Expanding early college education

School: Early College and Career Options (ECCO) High School
Grades Served: 9-12
Location: Eugene, OR
Operator: Eugene 4J School District
Operator Type: District
Setting: Urban
Students at Opening: 200
Students at Capacity: 500

HALLMARK FEATURE: Early college high school partnership; Higher education partnership

The Expanding Early College Education in Lane County (ExCEL) project plans to open a dynamic, innovative school in the heart of Lane Community College's 300 acre campus, located in the second largest metropolitan area in the state of Oregon. Initially, the Lane County Early College High School (LCECHS) will serve Eugene 4J students, most of whom are at high-risk of failure in their traditional high school; future expansion will include regional districts. The ExCEL project is a unique, strong collaboration between industry, higher education, and school districts, ensuring a breadth and depth of support not found in any one single entity. The early college partnership is a complete integration of high school and college, which includes a physical presence on the Lane Community College’s campus, collaboration between high school and college staff, high school and college courses to meet graduation requirements, access to the college’s student services, and a focus on at-risk student populations. As an example of the integration, instructors in Advanced Technology courses will collaborate with high school math teachers to align learning outcomes and contextualize curriculum.
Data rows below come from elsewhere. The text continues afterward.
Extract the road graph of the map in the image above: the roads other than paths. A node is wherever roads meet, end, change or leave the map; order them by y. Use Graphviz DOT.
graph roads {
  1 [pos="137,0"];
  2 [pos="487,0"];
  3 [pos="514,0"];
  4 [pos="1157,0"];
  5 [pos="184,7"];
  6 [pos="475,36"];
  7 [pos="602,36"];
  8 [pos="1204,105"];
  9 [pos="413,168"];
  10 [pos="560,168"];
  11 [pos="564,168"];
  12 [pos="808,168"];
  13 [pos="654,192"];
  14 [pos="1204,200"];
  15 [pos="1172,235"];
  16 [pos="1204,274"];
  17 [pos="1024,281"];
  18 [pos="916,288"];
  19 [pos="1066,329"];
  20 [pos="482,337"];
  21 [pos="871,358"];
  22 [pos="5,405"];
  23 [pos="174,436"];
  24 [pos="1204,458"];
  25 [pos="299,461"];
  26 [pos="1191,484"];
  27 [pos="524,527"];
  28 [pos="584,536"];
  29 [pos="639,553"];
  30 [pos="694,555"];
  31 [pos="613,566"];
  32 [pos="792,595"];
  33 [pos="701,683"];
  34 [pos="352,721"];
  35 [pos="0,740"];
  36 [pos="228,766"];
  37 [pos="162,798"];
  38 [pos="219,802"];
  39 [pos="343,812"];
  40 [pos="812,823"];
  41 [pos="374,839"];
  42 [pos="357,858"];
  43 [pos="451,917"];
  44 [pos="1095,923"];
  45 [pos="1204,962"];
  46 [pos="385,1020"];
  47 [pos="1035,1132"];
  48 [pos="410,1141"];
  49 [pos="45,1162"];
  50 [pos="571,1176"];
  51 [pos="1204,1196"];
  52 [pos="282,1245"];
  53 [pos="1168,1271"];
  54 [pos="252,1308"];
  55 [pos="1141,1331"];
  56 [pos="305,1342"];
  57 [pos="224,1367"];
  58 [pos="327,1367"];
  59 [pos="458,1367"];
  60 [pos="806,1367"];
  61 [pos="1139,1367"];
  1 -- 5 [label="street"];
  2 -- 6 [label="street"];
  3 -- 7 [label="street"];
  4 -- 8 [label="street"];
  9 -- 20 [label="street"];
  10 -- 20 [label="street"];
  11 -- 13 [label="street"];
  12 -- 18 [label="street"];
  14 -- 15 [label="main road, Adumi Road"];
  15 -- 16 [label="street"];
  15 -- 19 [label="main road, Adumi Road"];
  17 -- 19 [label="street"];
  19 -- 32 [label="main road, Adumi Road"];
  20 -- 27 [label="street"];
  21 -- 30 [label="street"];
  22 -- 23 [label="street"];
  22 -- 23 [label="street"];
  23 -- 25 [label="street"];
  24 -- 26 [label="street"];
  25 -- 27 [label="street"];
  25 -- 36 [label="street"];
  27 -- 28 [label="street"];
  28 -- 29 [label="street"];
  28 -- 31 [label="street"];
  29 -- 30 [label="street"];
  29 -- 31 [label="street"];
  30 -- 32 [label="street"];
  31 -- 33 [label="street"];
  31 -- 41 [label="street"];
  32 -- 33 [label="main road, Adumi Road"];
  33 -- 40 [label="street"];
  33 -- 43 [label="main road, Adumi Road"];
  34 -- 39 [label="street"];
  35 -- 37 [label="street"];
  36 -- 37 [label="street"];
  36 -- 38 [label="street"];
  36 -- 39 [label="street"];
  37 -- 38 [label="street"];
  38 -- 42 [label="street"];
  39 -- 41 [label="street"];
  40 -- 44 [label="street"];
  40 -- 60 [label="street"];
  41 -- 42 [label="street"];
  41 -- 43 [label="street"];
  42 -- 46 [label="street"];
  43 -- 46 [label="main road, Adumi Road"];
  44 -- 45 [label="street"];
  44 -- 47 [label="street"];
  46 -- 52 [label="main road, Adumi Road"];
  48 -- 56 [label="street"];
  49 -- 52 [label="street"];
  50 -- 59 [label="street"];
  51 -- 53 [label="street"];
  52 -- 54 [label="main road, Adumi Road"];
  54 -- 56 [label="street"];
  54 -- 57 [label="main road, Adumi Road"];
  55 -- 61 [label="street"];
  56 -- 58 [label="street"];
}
ExCEL serves 11-12th graders plus fifth year seniors in high school and college coursework. In a blended learning environment, students will learn through direct instruction from teacher-advisors as well as proficiency-based online curriculum. ExCEL also plans to develop applied learning opportunities that embed and contextualize core math and literacy content within career-technical courses. As students near graduation, both teacher-advisors in the high school and Early College Advisors at the college will help them navigate next steps—whether that is a continuation at Lane, another community college, or a four-year institution.

The model is scalable to the county level and replicable in other areas of the country due to its sustainable design.